Today, I turned 28. I refuse to fall under the stereotype of women who deny their real age (though opinion may change when I do get older – ask me in 10 years).
Apart from the odd existential crisis moments, I actually like getting old. It makes me feel that I’m doing life correctly because I haven’t died an embarrassing death. Usually, on my birthday, I write about the things I’m grateful for. Last year, I wrote about 27 Lessons. This year, I am writing about the things I want to tell my 18-year-old self. Just because.
When I was 18, I was an opinionated college student who thought she had her life figured out. Though I didn’t have a clear idea then what I wanted to do, I was so sure that by the time I’m 25, I’d definitely have my shit together.
Ten years later, I…still don’t have it together. And I’m also still opinionated. But the big difference between then and now are the years that gave me oh, so many insights. Life, not the sheltered kind, happened to me, and I realized that I had it easy then. But I wouldn’t trade my life now for all the comforts I had then. Or maybe shave off a couple of pounds.
So, apart from telling myself when and where my phone got stolen so I could avoid it, here are fifteen things I would like to tell 18-year-old Lyra.
Be picky. Being picky has received some flak as a negative thing but it actually depends on what you’re being picky about. If it’s about trivial things, then you’re an insufferable creature. For example, if you decide to go camping and spend the whole time complaining about the lack of facilities then fuck you. When I say be picky, I mean the important things; the people you want to share your life with, the activities you spend your time on, the tools you use for making a living, how you make a living, among other things. Be picky. No sense wasting your time on things and people you don’t think are worth it.
Don’t take yourself too seriously. Nobody else does. You will be bombarded by so many things at once that it’s easy to wallow in everything that went wrong or didn’t happen or did happen. It’s normal, but don’t wallow too long. Lighten up and be comforted by the thought that whatever it is you’re going through, it shall pass.
There are people who take joy or comfort in raining on other people’s parade. It doesn’t matter what it is about – a promotion, a new resto you want to try, your career choice – they will have something negative to say about it and, in extreme cases, would even try to discourage you. I only have two things to say: first, don’t let them. Second, don’t be that person.

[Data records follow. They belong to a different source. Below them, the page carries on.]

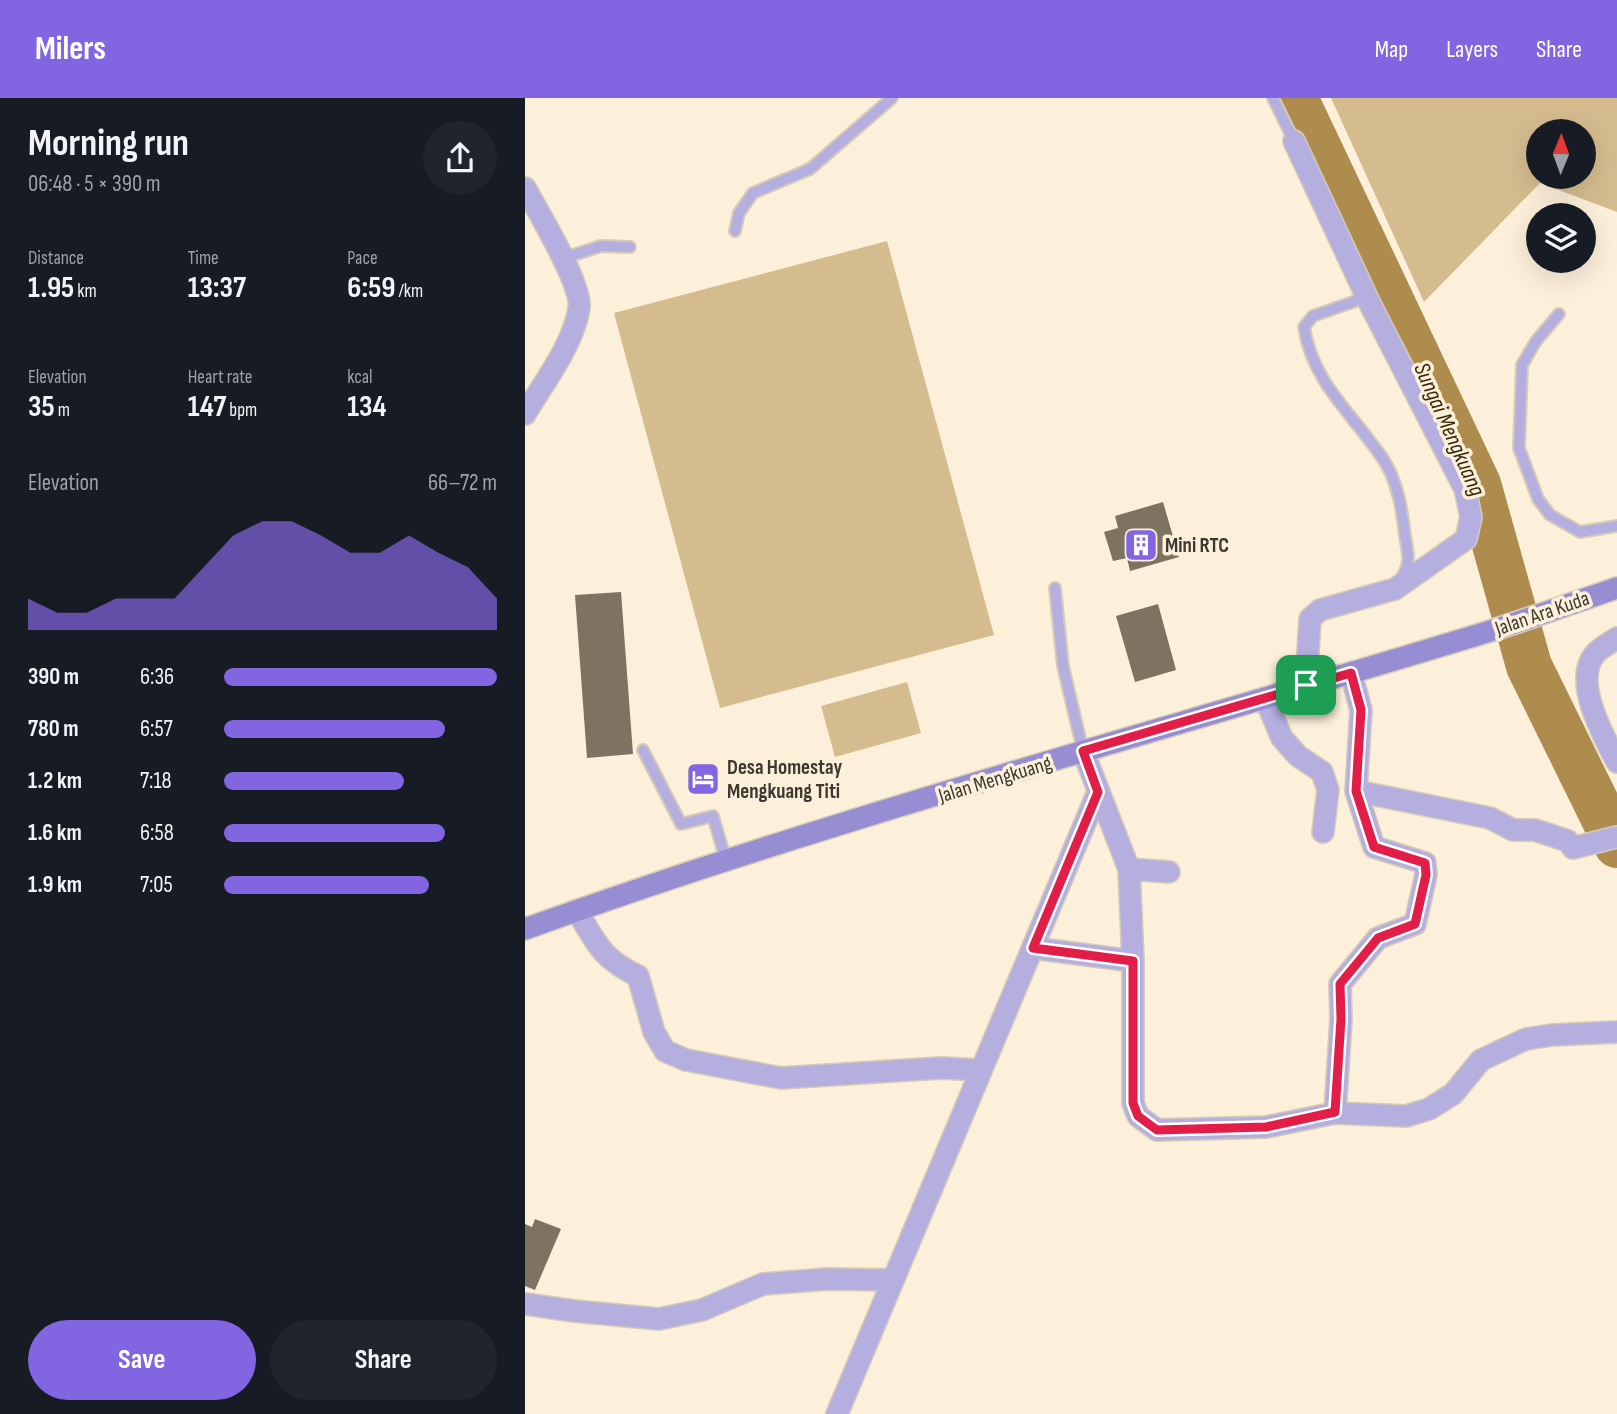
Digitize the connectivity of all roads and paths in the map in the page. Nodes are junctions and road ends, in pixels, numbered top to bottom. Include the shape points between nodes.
1 (892, 98) edge
2 (1273, 98) edge
3 (1294, 141) joint
4 (525, 188) edge
5 (735, 231) dead end
6 (630, 247) dead end
7 (564, 257) junction
8 (1367, 297) junction
9 (1559, 314) dead end
10 (525, 414) edge
11 (1617, 526) edge
12 (1055, 588) dead end
13 (1395, 589) junction
14 (1611, 590) edge
15 (1467, 638) joint
16 (1617, 638) edge
17 (1351, 673) junction
18 (1306, 685) junction
19 (1265, 698) junction
20 (643, 750) dead end
21 (1083, 751) junction
22 (1617, 762) edge
23 (1356, 791) junction
24 (1098, 792) junction
25 (1323, 832) dead end
26 (1617, 837) edge
27 (726, 861) junction
28 (1129, 869) junction
29 (1169, 872) dead end
30 (577, 911) junction
31 (525, 929) edge
32 (1033, 948) junction
33 (1133, 961) junction
34 (1617, 1032) edge
35 (981, 1070) junction
36 (1335, 1112) junction
37 (892, 1280) junction
38 (525, 1304) edge
39 (837, 1414) edge

1 - 5 lane via 810,169 753,193 739,213
2 - 3 lane
3 - 8 street
4 - 7 street
6 - 7 lane via 601,246
7 - 10 street via 580,307 565,347
8 - 13 street via 1465,489 1471,517 1466,538
8 - 13 lane via 1313,316 1304,327 1307,345 1331,395 1384,461 1401,500 1409,565
9 - 11 lane via 1523,365 1519,448 1538,499 1550,516 1580,532
12 - 21 lane via 1063,666
13 - 18 street via 1320,610 1310,619
14 - 15 main road, Jalan Ara Kuda
15 - 17 main road, Jalan Mengkuang
16 - 22 street via 1594,655 1587,677 1594,717
17 - 18 main road, Jalan Mengkuang
17 - 23 street via 1361,710
18 - 19 main road, Jalan Mengkuang
19 - 21 main road, Jalan Mengkuang
19 - 25 street via 1282,738 1322,772 1328,790
20 - 27 lane via 681,824 713,816
21 - 24 street
21 - 27 main road, Jalan Mengkuang
23 - 26 street via 1490,818 1513,830 1535,830 1568,841 1573,848
23 - 36 street via 1374,847 1425,863 1426,875 1415,924 1378,938 1340,984
24 - 28 street
24 - 32 street
27 - 30 main road, Jalan Mengkuang
28 - 29 street
28 - 33 street
30 - 31 main road, Jalan Mengkuang
30 - 35 street via 603,955 638,976 665,1051 686,1060 781,1078 941,1068
32 - 33 street
32 - 35 street
33 - 36 street via 1132,1081 1138,1116 1157,1130 1266,1127
34 - 36 street via 1526,1039 1481,1060 1453,1094 1406,1116
35 - 37 street
37 - 38 street via 763,1284 702,1310 659,1319
37 - 39 street

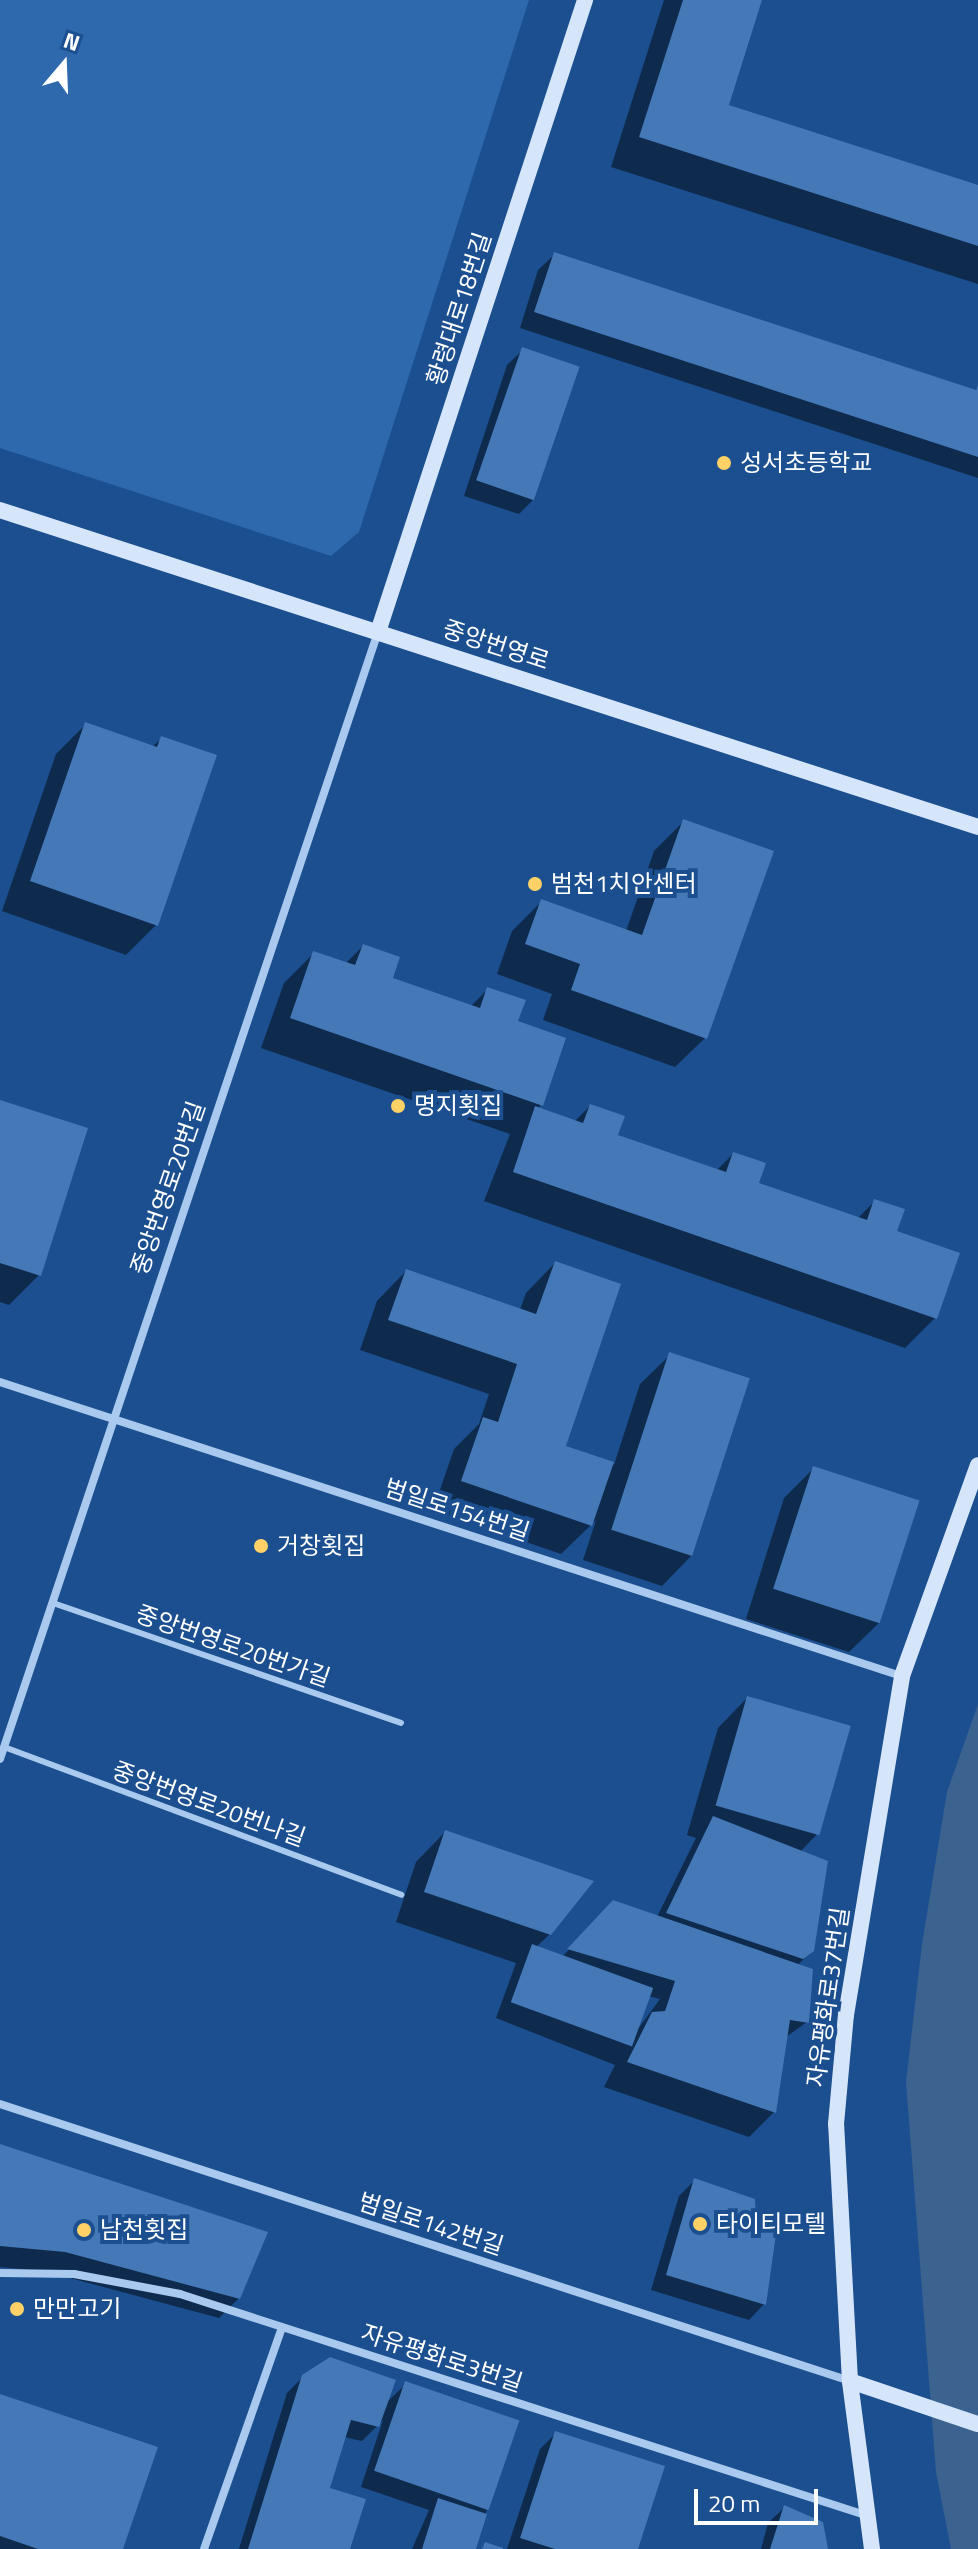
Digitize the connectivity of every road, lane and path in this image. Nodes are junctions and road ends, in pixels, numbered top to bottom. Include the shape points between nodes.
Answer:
1 (585, 0) edge
2 (0, 510) edge
3 (378, 632) junction
4 (978, 827) edge
5 (0, 1382) edge
6 (111, 1418) junction
7 (978, 1465) edge
8 (53, 1603) junction
9 (902, 1676) junction
10 (401, 1723) dead end
11 (4, 1747) junction
12 (0, 1759) edge
13 (401, 1895) dead end
14 (0, 2104) edge
15 (0, 2273) edge
16 (282, 2327) junction
17 (850, 2381) junction
18 (978, 2424) edge
19 (865, 2515) junction
20 (204, 2549) edge
21 (872, 2549) edge

1 - 3 street, 황령대로18번길
2 - 3 street, 중앙번영로
3 - 4 street, 중앙번영로
3 - 6 street, 중앙번영로20번길
5 - 6 street, 범일로154번길
6 - 8 street, 중앙번영로20번길
6 - 9 street, 범일로154번길
7 - 9 street, 자유평화로37번길
8 - 10 lane, 중앙번영로20번가길
8 - 11 street, 중앙번영로20번길
9 - 17 street, 자유평화로37번길 via 846,2015 836,2124
11 - 12 street, 중앙번영로20번길
11 - 13 lane, 중앙번영로20번나길
14 - 17 street, 범일로142번길
15 - 16 street, 자유평화로3번길 via 74,2274 180,2294
16 - 19 street, 자유평화로3번길
16 - 20 street
17 - 18 street
17 - 19 street, 자유평화로37번길
19 - 21 street, 자유평화로37번길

Don’t waste time and emotions on people who won’t do the same for you. Over the years, people change and priorities shift. There are relationships that survive the transition, but it requires that everyone involved make all the necessary efforts to ensure that it does. Make that effort for the people you care about and value the ones who stay in your life. Grieve for the ones who don’t, but don’t take too long to let go. Remember, if they wanted to stay in your life, they would have – no twisting of arm, no running after them, no wondering if they’ll be there when you need them.
Don’t be afraid, embarrassed, or uncomfortable going out by yourself. If there’s one person you should be comfortable spending time alone with, it’s yourself. Eat at a nice restaurant, walk around a park, visit a museum, take an overnight trip out of town; enjoy these things on your own. Do things at your own pace, in any order you want, at any time you want without worrying about other people’s schedule and expectations.
If there’s something that you want to do, do it now. Barring going broke, risking life and limb, losing your job, or destroying relationships (yours and other people’s), stop making excuses and just go do whatever the hell you want. Remember that life is finite, and that its twists and turns on the way to the end are always unexpected. Make the fun and find the happy whenever you can.
It’s okay to make mistakes – just once for each kind. Okay, maximum of twice. Make your mistakes count and learn what you can from them. And remember, whatever mistake you made, you only have two choices: forgive yourself or live with it.
Be ambitious. Like being picky, being ambitious has a somewhat negative connotation, which I don’t get. There is nothing wrong with being ambitious, nothing wrong with wanting something currently out of your reach, nothing wrong with working hard to get what it is that you want.
Never, ever believe that anyone, much more the universe, owes you something. This is the reason why the world is fucked up; there are people who feel that they are entitled to greatness merely by existing. They aren’t. You aren’t. You reap what you sow, all else are just bonuses.
Nothing is worth doing if you’re going to do it half-assed. If you chose to do something, give it your best shot. Commit. And when you do, stick.
It’s not wrong to change your mind. But whenever you do, make sure that it’s for a very good and valid reason and not just out of whim.
Life will never be all sunshine and rainbows. It is difficult, oftentimes messy, rarely quiet, and most of the time unexpected. Look at it as an adventure. And remember that for most difficult times, the best thing you can do is grit your teeth and get on with it.
Value your name. You may not have had a choice in it but it’s yours. Never do anything to taint it. Be credible. Be a person of integrity.
Rude is rude whether or not you’re telling the truth. Age, gender, and position does not excuse anyone from behaving badly. Be classy.
Never burn bridges. But if you really have to, as it sometimes happens, burn it fully and completely without thought of coming by that way ever again. Just remember to really think it through. And definitely don’t burn the ones you’re still standing on.
Just go. Keep living, keep loving. Just keep on going.